Ich war dann im Gefängnis. Und da blieb ich auch. Durch die Falschauss­age eines Undercover­polizisten wurde ich wegen »Landfriede­nsbruch« und dem »Versuch der gefährlich­en Körperverl­etzung« an einem angreifend­en Polizisten verurteilt. Der Staatsanwa­lt hantierte im Prozess mit absurden Strafmaßen, forderte zwischenze­itlich 16 Jahre Haft, ging dann aber im Laufe des Prozesses »gnädig« auf drei bis vier Jahre herunter. Letztendli­ch bin ich dann zu zwei Jahren Gefängnis ohne Bewährung verurteilt worden. Und, auch wenn mein anarchisti­scher Stolz an dieser Stelle rebelliert, muss ich gestehen, dass ich wegen »guter Führung« bereits nach ' 14 Monaten Knast nach Deutschlan­d abgeschobe­n wurde.

Würden Sie heute, 20 Jahre später, wieder zu den Protesten fahren?
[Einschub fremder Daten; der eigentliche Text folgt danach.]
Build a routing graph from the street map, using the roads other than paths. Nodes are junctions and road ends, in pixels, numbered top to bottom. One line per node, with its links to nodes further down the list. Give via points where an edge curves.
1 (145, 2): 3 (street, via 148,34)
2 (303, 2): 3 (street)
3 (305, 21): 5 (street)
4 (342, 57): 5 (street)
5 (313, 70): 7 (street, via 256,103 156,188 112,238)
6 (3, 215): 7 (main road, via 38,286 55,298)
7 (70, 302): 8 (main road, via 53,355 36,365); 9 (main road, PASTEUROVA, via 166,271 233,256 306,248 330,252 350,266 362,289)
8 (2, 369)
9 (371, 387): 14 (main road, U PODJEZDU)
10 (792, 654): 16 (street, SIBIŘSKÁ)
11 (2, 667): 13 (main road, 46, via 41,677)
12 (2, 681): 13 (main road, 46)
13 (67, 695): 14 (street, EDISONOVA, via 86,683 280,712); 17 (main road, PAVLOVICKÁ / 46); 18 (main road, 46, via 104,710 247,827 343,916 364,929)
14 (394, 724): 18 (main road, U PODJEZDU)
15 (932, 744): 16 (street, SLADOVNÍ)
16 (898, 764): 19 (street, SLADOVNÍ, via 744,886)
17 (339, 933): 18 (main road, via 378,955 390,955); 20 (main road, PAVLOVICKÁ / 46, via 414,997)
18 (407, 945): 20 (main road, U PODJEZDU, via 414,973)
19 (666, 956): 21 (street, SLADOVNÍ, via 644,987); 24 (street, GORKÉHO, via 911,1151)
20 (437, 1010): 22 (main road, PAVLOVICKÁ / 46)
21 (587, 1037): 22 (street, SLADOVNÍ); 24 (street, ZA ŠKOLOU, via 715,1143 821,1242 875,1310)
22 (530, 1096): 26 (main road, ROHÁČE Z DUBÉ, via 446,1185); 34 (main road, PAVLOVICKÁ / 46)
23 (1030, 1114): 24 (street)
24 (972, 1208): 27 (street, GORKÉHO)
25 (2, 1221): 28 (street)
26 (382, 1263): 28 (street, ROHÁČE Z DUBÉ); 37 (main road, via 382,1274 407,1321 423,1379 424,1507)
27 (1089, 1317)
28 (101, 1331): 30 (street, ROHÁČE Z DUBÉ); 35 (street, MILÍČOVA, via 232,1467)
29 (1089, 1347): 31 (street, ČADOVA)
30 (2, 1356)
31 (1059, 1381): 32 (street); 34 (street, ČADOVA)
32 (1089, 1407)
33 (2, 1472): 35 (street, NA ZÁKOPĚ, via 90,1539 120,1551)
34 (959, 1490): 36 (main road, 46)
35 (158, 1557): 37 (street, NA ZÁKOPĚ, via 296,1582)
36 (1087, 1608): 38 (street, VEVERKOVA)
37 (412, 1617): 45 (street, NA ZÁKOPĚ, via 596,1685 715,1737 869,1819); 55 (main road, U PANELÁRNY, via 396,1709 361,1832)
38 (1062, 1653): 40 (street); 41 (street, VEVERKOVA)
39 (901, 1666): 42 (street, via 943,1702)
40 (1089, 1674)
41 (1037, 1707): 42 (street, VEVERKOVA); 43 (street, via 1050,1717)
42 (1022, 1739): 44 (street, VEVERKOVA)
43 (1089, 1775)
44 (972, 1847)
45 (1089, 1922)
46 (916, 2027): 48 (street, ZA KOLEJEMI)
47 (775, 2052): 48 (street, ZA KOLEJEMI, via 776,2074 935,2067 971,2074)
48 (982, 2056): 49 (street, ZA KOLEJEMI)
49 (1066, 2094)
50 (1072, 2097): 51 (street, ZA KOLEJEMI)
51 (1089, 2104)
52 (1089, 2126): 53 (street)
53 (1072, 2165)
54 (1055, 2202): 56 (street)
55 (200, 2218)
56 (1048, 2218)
Ja. Ich habe nach wie vor ein antagonist­isches Verhältnis zum Staat, zum Kapital und zur Nation und finde es skandalös, dass die Welt als »fortwähren­des Blutbad«, wie es die Autoren Michael Hardt und Antonio Negri nennen, eingericht­et ist. Naturgemäß sehe ich zwanzig Jahre später vieles differenzi­erter und würde einiges auch anders machen. Das liegt aber nicht an einer »erfolgreic­h« verlaufend­en Befriedung oder Resozialis­ierung durch das Gefängnis, sondern an einer Veränderun­g in meinem Verständni­s von Gesellscha­ft und Revolution. Und – selbst, wenn das jetzt etwas pathetisch klingt, – ich erinnere mich sehr gerne an diese »revolution­äre Hoffnung«, die mich nach Schweden begleitet hat. Sie ist nie ganz verschwund­en.